Ah, okay. Well I'll share with you my current build:
Ubuntu 14.04 LTS
Intel i7-4790K CPU: $340 (I was gonna go for the i7-4770, but MicroCenter had the 4790K on sale for $280, and I jumped at it)
Gigabyte Gigabyte GA-Z97X-UD5H: $165 (make sure you upgrade your BIOS to version F8--with F6 it was rebooting every couple of minutes)
Corsair Hydro H60 cooler: $60
SeaSonic 650-Watt G-Series power supply: $100 (WAAAY overkill for my system, but whatever. I chose it based on Tom's Hardware PSU tiering guide--wanted something close to the top with 600+ watts at less than $100)
G.SKILL Trident X Series RAM: 2x8GB for $165
SSDs and HDDs are kind of a personal choice in my opinion. I only buy Samsung SSDs and only buy WD HDDs, but other people will swear by different brands. SSDs are at about $0.50/GB
My case is the Cooler Master HAF-932, which has a metric ton of fans, great access ports and a large footprint. I think they've been discontinued in favor of the HAF-X: $170.

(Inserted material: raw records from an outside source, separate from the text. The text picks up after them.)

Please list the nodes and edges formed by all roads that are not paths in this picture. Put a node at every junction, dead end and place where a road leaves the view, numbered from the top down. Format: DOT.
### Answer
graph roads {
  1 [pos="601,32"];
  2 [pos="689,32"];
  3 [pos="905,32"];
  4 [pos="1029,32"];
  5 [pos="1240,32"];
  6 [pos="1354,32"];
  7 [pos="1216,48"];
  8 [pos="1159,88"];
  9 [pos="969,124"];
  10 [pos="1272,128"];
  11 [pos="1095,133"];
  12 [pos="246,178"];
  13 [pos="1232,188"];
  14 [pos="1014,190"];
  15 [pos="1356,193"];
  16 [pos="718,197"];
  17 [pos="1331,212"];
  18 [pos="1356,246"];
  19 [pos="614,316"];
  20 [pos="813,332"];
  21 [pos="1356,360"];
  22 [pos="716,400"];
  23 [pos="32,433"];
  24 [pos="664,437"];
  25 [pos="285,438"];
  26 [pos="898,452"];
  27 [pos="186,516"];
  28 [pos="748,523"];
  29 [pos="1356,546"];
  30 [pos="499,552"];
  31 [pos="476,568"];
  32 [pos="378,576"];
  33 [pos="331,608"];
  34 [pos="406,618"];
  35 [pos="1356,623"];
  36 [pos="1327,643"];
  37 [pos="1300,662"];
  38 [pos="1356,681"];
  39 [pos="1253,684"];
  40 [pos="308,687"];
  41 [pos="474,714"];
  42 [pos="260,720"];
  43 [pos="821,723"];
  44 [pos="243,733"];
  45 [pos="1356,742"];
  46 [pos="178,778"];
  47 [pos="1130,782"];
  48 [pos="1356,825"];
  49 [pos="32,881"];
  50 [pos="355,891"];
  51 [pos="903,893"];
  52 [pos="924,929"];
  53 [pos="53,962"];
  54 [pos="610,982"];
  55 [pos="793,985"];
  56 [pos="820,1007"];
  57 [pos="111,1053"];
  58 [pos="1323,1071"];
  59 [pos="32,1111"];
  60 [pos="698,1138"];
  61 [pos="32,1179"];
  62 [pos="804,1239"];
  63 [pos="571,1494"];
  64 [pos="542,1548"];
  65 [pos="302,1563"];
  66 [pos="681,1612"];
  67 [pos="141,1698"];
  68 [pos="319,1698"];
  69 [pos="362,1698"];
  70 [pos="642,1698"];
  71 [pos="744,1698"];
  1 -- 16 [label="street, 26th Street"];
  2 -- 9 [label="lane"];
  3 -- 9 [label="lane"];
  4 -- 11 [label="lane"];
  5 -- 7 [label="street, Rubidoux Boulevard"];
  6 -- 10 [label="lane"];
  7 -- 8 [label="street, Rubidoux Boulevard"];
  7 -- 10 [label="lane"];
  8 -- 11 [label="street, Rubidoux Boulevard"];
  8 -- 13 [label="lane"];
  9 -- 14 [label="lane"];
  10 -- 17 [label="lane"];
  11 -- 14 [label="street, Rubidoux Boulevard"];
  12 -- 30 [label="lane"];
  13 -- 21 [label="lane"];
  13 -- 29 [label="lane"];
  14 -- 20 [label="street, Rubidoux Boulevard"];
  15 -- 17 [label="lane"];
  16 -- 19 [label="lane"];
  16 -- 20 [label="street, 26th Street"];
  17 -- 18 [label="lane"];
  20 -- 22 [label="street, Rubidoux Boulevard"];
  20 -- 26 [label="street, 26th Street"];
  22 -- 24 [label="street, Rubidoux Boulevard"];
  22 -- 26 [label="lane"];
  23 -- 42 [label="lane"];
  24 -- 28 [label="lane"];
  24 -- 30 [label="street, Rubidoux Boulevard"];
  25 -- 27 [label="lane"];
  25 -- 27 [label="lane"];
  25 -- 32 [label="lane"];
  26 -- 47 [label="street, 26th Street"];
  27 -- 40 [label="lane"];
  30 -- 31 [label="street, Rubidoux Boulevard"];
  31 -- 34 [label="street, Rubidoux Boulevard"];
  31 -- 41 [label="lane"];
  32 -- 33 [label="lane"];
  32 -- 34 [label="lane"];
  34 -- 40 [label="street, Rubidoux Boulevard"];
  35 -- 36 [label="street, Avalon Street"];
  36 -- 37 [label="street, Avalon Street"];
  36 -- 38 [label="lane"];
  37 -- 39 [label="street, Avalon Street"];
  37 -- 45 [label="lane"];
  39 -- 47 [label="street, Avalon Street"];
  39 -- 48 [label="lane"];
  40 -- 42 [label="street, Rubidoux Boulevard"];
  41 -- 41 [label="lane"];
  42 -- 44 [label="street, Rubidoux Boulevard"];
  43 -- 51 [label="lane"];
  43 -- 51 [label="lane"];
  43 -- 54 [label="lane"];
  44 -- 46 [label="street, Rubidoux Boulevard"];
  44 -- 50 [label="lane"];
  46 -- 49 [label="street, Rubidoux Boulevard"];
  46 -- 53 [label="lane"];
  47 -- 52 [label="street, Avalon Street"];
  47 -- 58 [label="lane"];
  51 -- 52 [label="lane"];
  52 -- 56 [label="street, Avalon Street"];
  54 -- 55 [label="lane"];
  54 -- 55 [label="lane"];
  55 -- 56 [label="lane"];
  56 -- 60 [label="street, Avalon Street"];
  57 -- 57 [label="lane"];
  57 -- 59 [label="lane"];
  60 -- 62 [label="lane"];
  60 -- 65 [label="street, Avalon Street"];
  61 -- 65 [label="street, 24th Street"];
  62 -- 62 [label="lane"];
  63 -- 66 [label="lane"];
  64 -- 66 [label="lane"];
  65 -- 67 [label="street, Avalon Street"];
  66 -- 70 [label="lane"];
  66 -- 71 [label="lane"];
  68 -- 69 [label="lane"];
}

You might not need a dedicated GPU with that CPU/mobo combo--I only use it to run Direct3D on a Windows VM and run my displays off the IGFX. Depends on whether you're a gamer, in which case, consult your games for the recommended specs. I can tell you nVidia cards usually work decently well, but you have to futz with getting the correct drivers (proprietary vs. nouveau) and getting everything to play nice in your xorg.conf.
Any optical drive will do. I think mine cost $20. Make sure none of the online reviews complain of bloatware.
Keyboard, mouse, monitor--anything should be fine.
I think that's it! Total cost comes out to ~$1200. But it has top-notch performance regarding stuff like video editing and scientific computing. Linux compatibility is fine, though you'll need to use the alsa-daily PPA to get audio working, and a dedicated video card can, as previously stated, take some work to set up.